Police: Homeless Concord man showed no signs of blunt trauma before death
Mark Lufkin, seen with his sister Christy Lecuyer, died Saturday. (Courtesy photo)
The Concord homeless man whose death is under investigation showed no visible signs of blunt trauma when paramedics found him unconscious early last Friday morning, according to the police.
Officials offered a more detailed picture of Mark Lufkin’s state yesterday after rumors circulated that he died Saturday from injuries sustained in a violent beating at the homeless camp beneath the Interstate 393 overpass. Those rumors, including one that Lufkin was hit in the head with a two-by-four, quickly led to concerns voiced by Lufkin’s family that he was murdered.
While the Concord police haven’t ruled out wrongdoing, Lt. Timothy O’Malley said paramedics responding to a 911 call noted only minor nicks and cuts on 39-year-old Lufkin.
“There were no indications visible on him that would have led them to believe he had been recently beaten,” O’Malley said. “It doesn’t mean he wasn’t. It just means there was nothing they saw that would indicate that at that time. They had no real explanation for his condition.”
He said the case is not being treated as a homicide.
“If we were to develop information that this was a homicide (the New Hampshire attorney general’s office) would certainly be involved,” O’Malley said, adding that the office has been briefed on Lufkin’s death but is not active in the investigation.
Lufkin was taken to Concord Hospital at about 12:05 a.m. April 5 after the police and fire departments responded to a 911 call from 154 N. Main St., known as the Vegas building, O’Malley said. O’Malley said paramedics did not respond to the homeless camp beneath the interstate, and that the police don’t know whether Lufkin had been there earlier that evening and was then taken to the Vegas building.
A few hours later, Lufkin was taken to Dartmouth-Hitchcock Medical Center in Lebanon. Doctors there told the police at about 10 a.m. that they believed Lufkin was suffering from a traumatic brain injury, O’Malley said.
The police don’t know what caused that injury, and theories gathered from those who were with Lufkin in the days before he was taken to the hospital range from accidental to malicious, he said.
An autopsy has been conducted, but the results aren’t being released. O’Malley wouldn’t comment on whether Lufkin was intoxicated when taken to the hospital.
Lufkin’s parents, Delwyn and Linda Lufkin, responded to the police’s release yesterday with anger and skepticism, saying they are sure their son was attacked and think the police are not being forthcoming. The parents, who live in Florida and returned there after Tuesday’s memorial service, believe he was attacked while defending a homeless woman who had been sexually assaulted.
“We don’t know exactly what happened, but we know for sure something more happened than just someone falling down,” the father said.
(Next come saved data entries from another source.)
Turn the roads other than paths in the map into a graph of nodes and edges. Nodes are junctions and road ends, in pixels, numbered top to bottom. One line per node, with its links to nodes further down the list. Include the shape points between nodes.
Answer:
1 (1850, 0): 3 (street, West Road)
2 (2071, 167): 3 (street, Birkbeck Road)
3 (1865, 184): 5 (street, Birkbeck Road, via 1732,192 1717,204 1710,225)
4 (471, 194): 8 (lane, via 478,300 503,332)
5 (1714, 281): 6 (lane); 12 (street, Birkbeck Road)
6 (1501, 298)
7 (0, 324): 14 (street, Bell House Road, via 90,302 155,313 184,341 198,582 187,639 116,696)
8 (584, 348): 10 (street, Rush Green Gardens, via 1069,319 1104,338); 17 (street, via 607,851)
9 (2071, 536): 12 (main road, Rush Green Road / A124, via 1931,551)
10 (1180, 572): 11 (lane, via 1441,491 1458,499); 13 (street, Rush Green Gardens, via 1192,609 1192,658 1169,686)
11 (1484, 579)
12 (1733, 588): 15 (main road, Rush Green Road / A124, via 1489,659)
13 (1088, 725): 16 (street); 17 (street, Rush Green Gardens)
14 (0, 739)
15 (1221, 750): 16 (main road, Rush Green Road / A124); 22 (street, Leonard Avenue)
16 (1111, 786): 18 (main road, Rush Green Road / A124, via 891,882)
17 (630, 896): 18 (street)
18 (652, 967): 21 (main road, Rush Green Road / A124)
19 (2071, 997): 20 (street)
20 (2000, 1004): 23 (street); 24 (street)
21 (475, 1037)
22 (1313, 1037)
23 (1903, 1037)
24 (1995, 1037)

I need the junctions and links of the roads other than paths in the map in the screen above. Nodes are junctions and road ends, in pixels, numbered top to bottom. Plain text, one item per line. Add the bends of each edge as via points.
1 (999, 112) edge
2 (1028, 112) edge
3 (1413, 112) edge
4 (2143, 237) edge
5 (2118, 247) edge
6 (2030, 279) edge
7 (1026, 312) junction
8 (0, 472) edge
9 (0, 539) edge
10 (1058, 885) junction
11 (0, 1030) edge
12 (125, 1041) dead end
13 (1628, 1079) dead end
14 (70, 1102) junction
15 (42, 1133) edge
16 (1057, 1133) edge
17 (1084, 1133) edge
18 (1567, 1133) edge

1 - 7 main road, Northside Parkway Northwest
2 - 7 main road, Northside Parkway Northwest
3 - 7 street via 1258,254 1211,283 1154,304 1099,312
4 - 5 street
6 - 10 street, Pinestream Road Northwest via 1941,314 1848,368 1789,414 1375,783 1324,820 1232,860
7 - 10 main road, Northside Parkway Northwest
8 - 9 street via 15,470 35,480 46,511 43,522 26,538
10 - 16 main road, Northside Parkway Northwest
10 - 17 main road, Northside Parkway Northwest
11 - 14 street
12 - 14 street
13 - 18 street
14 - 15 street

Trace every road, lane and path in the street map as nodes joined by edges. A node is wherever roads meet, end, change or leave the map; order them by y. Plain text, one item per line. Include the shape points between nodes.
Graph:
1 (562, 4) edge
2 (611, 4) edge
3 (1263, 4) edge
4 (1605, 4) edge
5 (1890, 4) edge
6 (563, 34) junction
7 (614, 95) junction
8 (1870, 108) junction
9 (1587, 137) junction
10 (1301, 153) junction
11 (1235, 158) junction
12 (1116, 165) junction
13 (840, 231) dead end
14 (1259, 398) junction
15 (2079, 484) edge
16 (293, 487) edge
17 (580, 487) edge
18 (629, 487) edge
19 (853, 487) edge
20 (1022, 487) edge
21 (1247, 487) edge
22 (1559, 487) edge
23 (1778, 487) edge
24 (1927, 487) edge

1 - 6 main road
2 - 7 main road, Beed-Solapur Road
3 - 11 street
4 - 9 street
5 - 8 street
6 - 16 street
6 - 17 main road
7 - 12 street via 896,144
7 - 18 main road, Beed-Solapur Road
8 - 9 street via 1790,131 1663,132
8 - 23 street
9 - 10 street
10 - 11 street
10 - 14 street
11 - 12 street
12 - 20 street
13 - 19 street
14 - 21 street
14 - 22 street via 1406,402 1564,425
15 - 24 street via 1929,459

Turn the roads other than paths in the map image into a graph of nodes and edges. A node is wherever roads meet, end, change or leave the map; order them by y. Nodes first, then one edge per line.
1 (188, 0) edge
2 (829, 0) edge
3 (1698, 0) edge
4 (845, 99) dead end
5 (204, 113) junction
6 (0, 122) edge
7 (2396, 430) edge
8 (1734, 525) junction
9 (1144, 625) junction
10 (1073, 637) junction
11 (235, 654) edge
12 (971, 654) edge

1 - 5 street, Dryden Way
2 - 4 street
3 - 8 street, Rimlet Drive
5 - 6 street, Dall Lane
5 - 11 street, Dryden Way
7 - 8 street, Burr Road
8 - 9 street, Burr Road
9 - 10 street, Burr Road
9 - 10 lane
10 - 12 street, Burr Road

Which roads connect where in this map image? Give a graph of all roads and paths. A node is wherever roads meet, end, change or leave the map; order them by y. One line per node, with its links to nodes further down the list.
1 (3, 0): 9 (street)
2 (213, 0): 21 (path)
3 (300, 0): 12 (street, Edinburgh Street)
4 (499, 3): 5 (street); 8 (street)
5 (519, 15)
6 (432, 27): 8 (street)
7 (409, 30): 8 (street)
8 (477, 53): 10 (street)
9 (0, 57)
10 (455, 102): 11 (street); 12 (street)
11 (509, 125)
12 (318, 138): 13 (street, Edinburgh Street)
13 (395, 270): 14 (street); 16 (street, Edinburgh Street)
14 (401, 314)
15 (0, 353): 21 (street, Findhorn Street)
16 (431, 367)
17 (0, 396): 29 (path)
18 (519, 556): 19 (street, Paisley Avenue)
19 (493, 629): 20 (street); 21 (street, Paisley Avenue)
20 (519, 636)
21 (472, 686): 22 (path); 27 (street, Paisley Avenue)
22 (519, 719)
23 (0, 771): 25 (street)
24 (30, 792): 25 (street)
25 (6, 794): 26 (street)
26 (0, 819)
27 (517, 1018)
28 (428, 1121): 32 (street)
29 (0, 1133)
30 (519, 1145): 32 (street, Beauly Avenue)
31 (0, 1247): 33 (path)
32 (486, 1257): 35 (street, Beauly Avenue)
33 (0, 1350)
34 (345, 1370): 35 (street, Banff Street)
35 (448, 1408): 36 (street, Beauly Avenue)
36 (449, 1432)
Amanda Nash, a family friend who was with Lufkin in the hospital, said she did see signs that he had been assaulted, including a large cigarette burn on one of his hands and cuts on his knuckles.
Delwyn Lufkin said he has given the police the names of several people who he heard witnessed the incident. But he said that over the several days he was in Concord he did not personally talk to anyone with firsthand knowledge.
“The only thing I’ve gotten is hearsay,” he said. “But I’ve got names of people that were there, (and) I told them.”
“The police need to break them down or do something to get something out of them,” he added.
Delwyn Lufkin said his family – who seemed to put aside their grief in the days after Lufkin’s death as members of Concord’s homeless community shared touching stories about his life here – are now wrought with concerns that the investigation will stall.
“I don’t want this case to grow cold. I’m not going to let it,” he said. “I will call them until they tell me not to call anymore or hang up on me.”
O’Malley responded yesterday by saying the investigation is active. He said detectives have spoken to several of Lufkin’s acquaintances and are trying to put together a time line of where he was in the days before he was taken to the hospital in hopes it will show how he sustained the brain injury.
“We still have some unfilled voids,” O’Malley said.
As he has before, O’Malley stressed that anyone with firsthand knowledge about the case should contact the police.
“It’s important to us that if Mr. Lufkin was assaulted that we find out who did this and bring them to justice,” he said. “It’s equally important if it’s an accident, we would like to be able to tell the family.”